Huge Pages on Exadata

Quick note to myself: Oracle has deprecated the initialisation parameter use_large_pages=”true” on Exadata as of 19.13 (OK – could be 19.12, I’ve not checked)

If you started your database in 19.11, and had this set, you got yourself a warning in the alert log (if you have a look):
“WARNING: use_large_pages=TRUE is not a recommended setting for database on Exadata”

from 19.13, this has changed to

“ERROR: use_large_pages = TRUE is not a supported setting for database on Exadata”
” : suggested values are AUTO_ONLY or ONLY”

So what’s the difference?

use_large_pages = TRUE – allocate memory out of huge pages.

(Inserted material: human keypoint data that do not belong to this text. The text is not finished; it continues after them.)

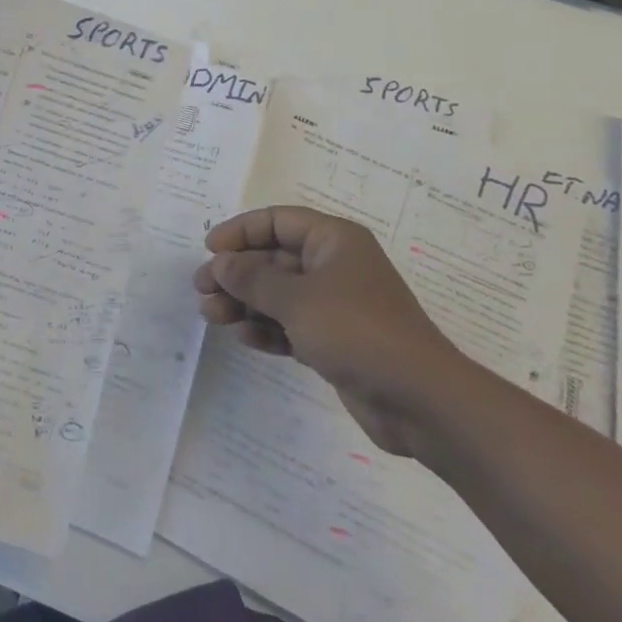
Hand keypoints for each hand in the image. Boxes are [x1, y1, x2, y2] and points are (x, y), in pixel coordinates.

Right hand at [194, 206, 479, 456]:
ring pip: (279, 294)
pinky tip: (244, 338)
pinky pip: (291, 325)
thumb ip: (252, 278)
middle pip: (274, 259)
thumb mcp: (296, 299)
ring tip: (212, 317)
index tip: (209, 250)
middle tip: (201, 290)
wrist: (420, 401)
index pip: (277, 221)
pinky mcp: (335, 341)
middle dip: (236, 274)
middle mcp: (334, 266)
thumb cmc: (357, 331)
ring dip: (245, 303)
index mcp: (333, 240)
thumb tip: (219, 263)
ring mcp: (336, 305)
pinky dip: (267, 328)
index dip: (241, 231)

If there aren’t enough huge pages, allocate the rest out of standard pages. This can result in performance degradation and increased transaction lookaside buffer allocation to manage the standard pages (taking even more memory).

use_large_pages = ONLY – allocate memory out of large pages. If there aren’t enough large pages, fail to start the database.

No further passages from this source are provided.